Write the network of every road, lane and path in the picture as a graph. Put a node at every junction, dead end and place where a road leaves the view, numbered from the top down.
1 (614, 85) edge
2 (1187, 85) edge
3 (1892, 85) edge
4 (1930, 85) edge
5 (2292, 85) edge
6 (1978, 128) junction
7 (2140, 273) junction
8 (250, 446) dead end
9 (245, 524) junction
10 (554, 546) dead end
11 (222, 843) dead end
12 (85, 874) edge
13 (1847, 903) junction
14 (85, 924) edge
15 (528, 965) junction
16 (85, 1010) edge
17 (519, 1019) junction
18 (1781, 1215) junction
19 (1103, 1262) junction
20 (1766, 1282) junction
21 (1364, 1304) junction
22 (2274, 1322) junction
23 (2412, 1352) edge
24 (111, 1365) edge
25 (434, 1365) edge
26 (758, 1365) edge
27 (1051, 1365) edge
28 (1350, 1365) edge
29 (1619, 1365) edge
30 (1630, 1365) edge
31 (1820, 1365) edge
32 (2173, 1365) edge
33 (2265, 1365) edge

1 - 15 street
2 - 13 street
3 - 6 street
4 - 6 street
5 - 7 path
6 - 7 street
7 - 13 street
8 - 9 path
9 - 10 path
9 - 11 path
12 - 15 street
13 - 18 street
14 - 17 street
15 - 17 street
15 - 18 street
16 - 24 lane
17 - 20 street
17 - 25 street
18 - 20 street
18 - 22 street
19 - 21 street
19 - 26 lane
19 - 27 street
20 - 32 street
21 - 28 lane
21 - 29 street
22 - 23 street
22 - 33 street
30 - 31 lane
◆ ◆ ◆
Required action
Each line of the listing is to be printed again, unchanged.

Answer section
Write the network of every road, lane and path in the picture as a graph. Put a node at every junction, dead end and place where a road leaves the view, numbered from the top down.
1 (614, 85) edge
2 (1187, 85) edge
3 (1892, 85) edge
4 (1930, 85) edge
5 (2292, 85) edge
6 (1978, 128) junction
7 (2140, 273) junction
8 (250, 446) dead end
9 (245, 524) junction
10 (554, 546) dead end
11 (222, 843) dead end
12 (85, 874) edge
13 (1847, 903) junction
14 (85, 924) edge
15 (528, 965) junction
16 (85, 1010) edge
17 (519, 1019) junction
18 (1781, 1215) junction
19 (1103, 1262) junction
20 (1766, 1282) junction
21 (1364, 1304) junction
22 (2274, 1322) junction
23 (2412, 1352) edge
24 (111, 1365) edge
25 (434, 1365) edge
26 (758, 1365) edge
27 (1051, 1365) edge
28 (1350, 1365) edge
29 (1619, 1365) edge
30 (1630, 1365) edge
31 (1820, 1365) edge
32 (2173, 1365) edge
33 (2265, 1365) edge

1 - 15 street
2 - 13 street
3 - 6 street
4 - 6 street
5 - 7 path
6 - 7 street
7 - 13 street
8 - 9 path
9 - 10 path
9 - 11 path
12 - 15 street
13 - 18 street
14 - 17 street
15 - 17 street
15 - 18 street
16 - 24 lane
17 - 20 street
17 - 25 street
18 - 20 street
18 - 22 street
19 - 21 street
19 - 26 lane
19 - 27 street
20 - 32 street
21 - 28 lane
21 - 29 street
22 - 23 street
22 - 33 street
30 - 31 lane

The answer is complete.